Trump scraps Obama policy that protected immigrant parents …

An Obama-era immigration program intended to protect parents of U.S. citizens and legal residents from deportation has been formally cancelled, fulfilling a key campaign promise from President Trump, the Homeland Security Department announced late Thursday.

Homeland Security John Kelly formally revoked a policy memo that created the Deferred Action for Parents of Americans program. The revocation came on the fifth anniversary of another effort that has protected hundreds of thousands of young immigrants from deportation.

The program to protect parents was announced by President Obama in November 2014 but was never fully launched because it was blocked by a federal court, according to Reuters.

It was intended to keep the immigrant parents safe from deportation and provide them with a renewable work permit good for two years, but it was blocked by a federal judge in Texas after 26 states filed suit against the federal government and challenged the efforts legality.

Republicans decried the effort as backdoor amnesty and argued that Obama overstepped his authority by protecting a specific class of immigrants living in the United States illegally.

The protection program for parents, like the one for young immigrants, was created with a policy memo during the Obama administration. Both programs required that participants meet certain conditions, including not having a criminal history. As part of the expansion to protect immigrant parents living in the United States illegally, the Obama administration also sought to provide the young immigrants with work permits good for three years at a time. That provision was also blocked by the Texas judge.

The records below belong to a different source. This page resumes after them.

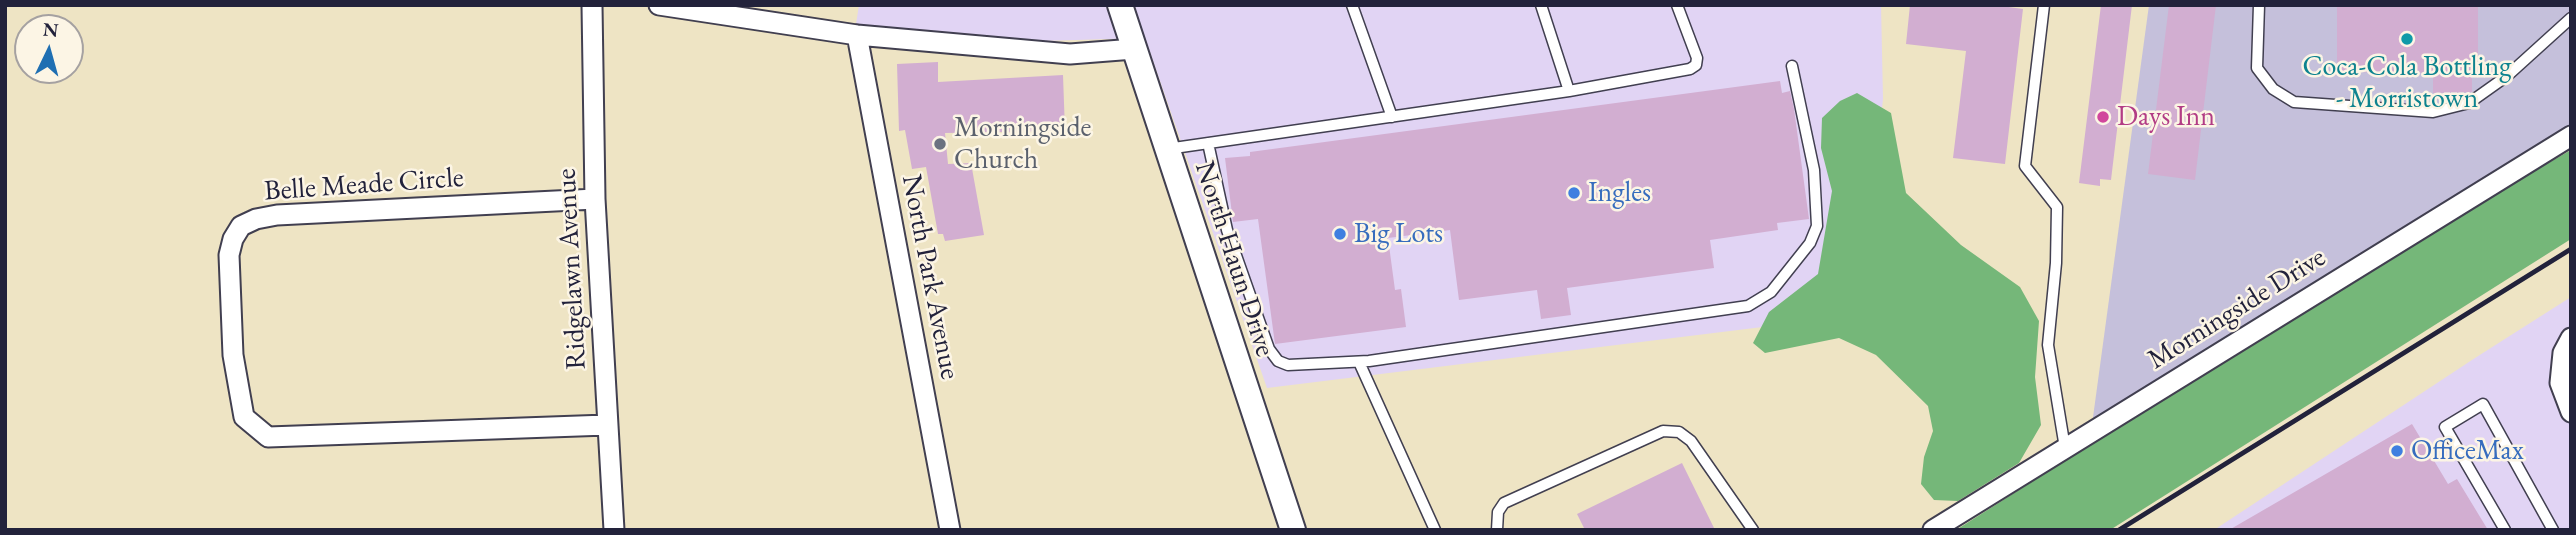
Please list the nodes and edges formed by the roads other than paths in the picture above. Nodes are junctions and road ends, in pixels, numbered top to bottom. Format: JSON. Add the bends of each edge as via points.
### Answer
{"nodes":[{"id":1,"x":592,"y":5,"type":"edge"},
{"id":2,"x":659,"y":5,"type":"edge"},
{"id":3,"x":1120,"y":5,"type":"edge"},
{"id":4,"x":1352,"y":5,"type":"edge"},
{"id":5,"x":1541,"y":5,"type":"edge"},
{"id":6,"x":1678,"y":5,"type":"edge"},
{"id":7,"x":2044,"y":5,"type":"edge"},
{"id":8,"x":2259,"y":5,"type":"edge"},
{"id":9,"x":2571,"y":18,"type":"edge"},
{"id":10,"x":857,"y":35,"type":"junction"},
{"id":11,"x":1134,"y":49,"type":"junction"},
{"id":12,"x":1792,"y":65,"type":"dead end"},
{"id":13,"x":1569,"y":91,"type":"junction"},
{"id":14,"x":1392,"y":117,"type":"junction"},
{"id":15,"x":2571,"y":135,"type":"edge"},
{"id":16,"x":1208,"y":143,"type":"junction"},
{"id":17,"x":1167,"y":149,"type":"junction"},
{"id":18,"x":595,"y":199,"type":"junction"},
{"id":19,"x":2571,"y":338,"type":"edge"},
{"id":20,"x":1359,"y":362,"type":"junction"},
{"id":21,"x":2571,"y":412,"type":"edge"},
{"id":22,"x":607,"y":425,"type":"junction"},
{"id":23,"x":2065,"y":448,"type":"junction"},
{"id":24,"x":2503,"y":529,"type":"edge"},
{"id":25,"x":614,"y":530,"type":"edge"},
{"id":26,"x":950,"y":530,"type":"edge"},
{"id":27,"x":1293,"y":530,"type":"edge"},
{"id":28,"x":1435,"y":530,"type":"edge"},
{"id":29,"x":1497,"y":530,"type":"edge"},
{"id":30,"x":1753,"y":530,"type":"edge"},
{"id":31,"x":1933,"y":530,"type":"edge"},
{"id":32,"x":2553,"y":530,"type":"edge"}],
"edges":[{"from":1,"to":18,"type":"street","name":"Ridgelawn Avenue"},
{"from":2,"to":10,"type":"street"},
{"from":3,"to":11,"type":"street","name":"North Haun Drive"},
{"from":4,"to":14,"type":"lane"},
{"from":5,"to":13,"type":"lane"},
{"from":6,"to":13,"type":"lane","via":[[1696,65]]},
{"from":7,"to":23,"type":"lane","via":[[2025,166],[2057,206],[2048,345]]},
{"from":8,"to":9,"type":"lane","via":[[2258,68],[2273,89],[2294,102],[2433,112],[2469,103],[2507,76]]},
{"from":10,"to":11,"type":"street","via":[[1070,54]]},
{"from":10,"to":26,"type":"street","name":"North Park Avenue"},
{"from":11,"to":17,"type":"street","name":"North Haun Drive"},
{"from":12,"to":20,"type":"lane","via":[[1814,170],[1817,226],[1811,243],[1770,292],[1748,306]]},
{"from":13,"to":14,"type":"lane"},
{"from":14,"to":16,"type":"lane"},
{"from":15,"to":23,"type":"street","name":"Morningside Drive"},
{"from":16,"to":17,"type":"lane"},
{"from":16,"to":20,"type":"lane","via":[[1227,230],[1269,349],[1278,361],[1289,365]]},
{"from":17,"to":27,"type":"street","name":"North Haun Drive"},
{"from":18,"to":22,"type":"street","name":"Ridgelawn Avenue"},
{"from":18,"to":22,"type":"street","name":"Belle Meade Circle","via":[[256,219],[241,226],[229,255],[233,355],[244,417],[268,437]]},
{"from":19,"to":21,"type":"street","via":[[2563,353],[2560,383]]},
{"from":20,"to":28,"type":"lane"},
{"from":22,"to":25,"type":"street","name":"Ridgelawn Avenue"},
{"from":23,"to":31,"type":"street","name":"Morningside Drive"},
{"from":24,"to":32,"type":"lane","via":[[2445,426],[2483,404]]},
{"from":29,"to":30,"type":"lane","via":[[1498,512],[1504,503],[1663,431],[1679,432],[1691,441]]}]}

Revoking the memo and ending the stalled program fulfill a key campaign promise by Trump, who pledged to immediately cancel both efforts. Trump has not said what he plans to do about the Deferred Action for Childhood Arrivals program, but so far most immigrants protected by the effort have not been targeted by stepped-up efforts to find and deport immigrants living in the country illegally. As of March 31, about 787,000 young immigrants have been approved for the Deferred Action for Childhood Arrivals program, according to government data.

Arrests of immigrants in the interior of the country have increased under the Trump administration, but deportations are slightly down as fewer people have been caught crossing the Mexican border into the United States illegally.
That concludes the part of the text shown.